European Journal of Health Law   11 (1) 87-92

March 2004

http://www.ingentaconnect.com/content/mnp/ejhl/2004/00000011/00000001/art00011

This article summarises the underlying rational and provisions of a report on genetic databases prepared for the European Partnership on Patients’ Rights and Citizens’ Empowerment, a network of the World Health Organisation Regional Office for Europe. The Working Group that prepared the report consisted of Fons Dekkers,1 Alastair Kent,2 Graeme Laurie (Convener),3 and Carmel Shalev.4 The report is available at: http://www.law.ed.ac.uk/ahrb/publications/online/whofinal report.pdf.

The recommendations of the report are set against the existing international human rights framework, from which the following guiding values are extracted:
- The pursuit of human well-being
- The quality of human dignity, including the principle of non-discrimination
- The principle of respect for persons, including the imperatives of beneficence, non-maleficence, and respect for individual autonomy.

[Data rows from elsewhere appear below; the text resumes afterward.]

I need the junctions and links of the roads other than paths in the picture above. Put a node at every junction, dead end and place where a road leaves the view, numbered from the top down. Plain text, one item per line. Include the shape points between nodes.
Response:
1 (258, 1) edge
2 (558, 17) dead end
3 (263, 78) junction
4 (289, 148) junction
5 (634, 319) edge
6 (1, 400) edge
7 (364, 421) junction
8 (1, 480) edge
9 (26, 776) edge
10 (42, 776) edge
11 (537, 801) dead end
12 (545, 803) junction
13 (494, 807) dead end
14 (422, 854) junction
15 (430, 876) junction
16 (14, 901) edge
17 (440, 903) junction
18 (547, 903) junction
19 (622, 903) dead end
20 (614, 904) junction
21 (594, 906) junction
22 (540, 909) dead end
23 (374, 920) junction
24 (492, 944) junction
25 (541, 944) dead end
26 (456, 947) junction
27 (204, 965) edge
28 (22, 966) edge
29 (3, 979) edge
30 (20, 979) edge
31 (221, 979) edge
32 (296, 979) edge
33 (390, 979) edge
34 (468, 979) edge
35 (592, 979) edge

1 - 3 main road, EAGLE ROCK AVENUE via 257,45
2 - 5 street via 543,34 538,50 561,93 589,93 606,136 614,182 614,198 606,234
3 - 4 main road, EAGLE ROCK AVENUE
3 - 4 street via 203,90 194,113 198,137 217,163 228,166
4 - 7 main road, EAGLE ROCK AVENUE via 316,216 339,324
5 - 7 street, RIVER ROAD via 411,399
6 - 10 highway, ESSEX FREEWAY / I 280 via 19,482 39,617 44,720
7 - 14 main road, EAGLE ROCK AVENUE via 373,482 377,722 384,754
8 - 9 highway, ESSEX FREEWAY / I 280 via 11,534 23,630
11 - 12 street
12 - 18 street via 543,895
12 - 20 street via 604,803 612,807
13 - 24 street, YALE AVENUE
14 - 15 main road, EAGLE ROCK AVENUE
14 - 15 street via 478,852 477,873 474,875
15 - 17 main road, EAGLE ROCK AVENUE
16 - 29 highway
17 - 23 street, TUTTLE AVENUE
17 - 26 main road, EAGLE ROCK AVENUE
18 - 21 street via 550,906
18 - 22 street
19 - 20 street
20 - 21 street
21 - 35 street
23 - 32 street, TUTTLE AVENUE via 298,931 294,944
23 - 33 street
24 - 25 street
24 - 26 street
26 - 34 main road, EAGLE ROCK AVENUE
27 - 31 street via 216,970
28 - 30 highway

The report examines the ethical, social and legal issues that surround the creation and operation of databases containing human genetic material. It is important to note, however, that genetic influences rarely determine an individual’s health status, and they never determine what it means to be an individual. It is, therefore, imperative that we do not place too much emphasis on genetics in discussing the human condition. We are, each of us, more than the sum of our genetic component
parts.

Moreover, we cannot easily distinguish between genetic information and medical information more generally; it is important therefore also to set any analysis of genetic databases in the wider context of health databases. This is not to deny, however, that certain elements of certain forms of genetic information throw up particular problems. Monogenic disorders are a clear example because of the relatively high predictability of disease in relatives. In such circumstances, the argument can be put that the information belongs to the family and not simply to the individual who has been tested. If this is accepted, however, it raises the problem of how to resolve conflicts over use or non-use of the information.

The recognition of the familial, and at times communal, quality of many forms of genetic information led to the conclusion that rigid adherence to an individualistic, autonomy-driven perspective would not be appropriate for the tenor of the report. The role of the public interest came in for close scrutiny in tandem with the examination of individual rights. In most circumstances, therefore, a balance of legitimate interests was sought.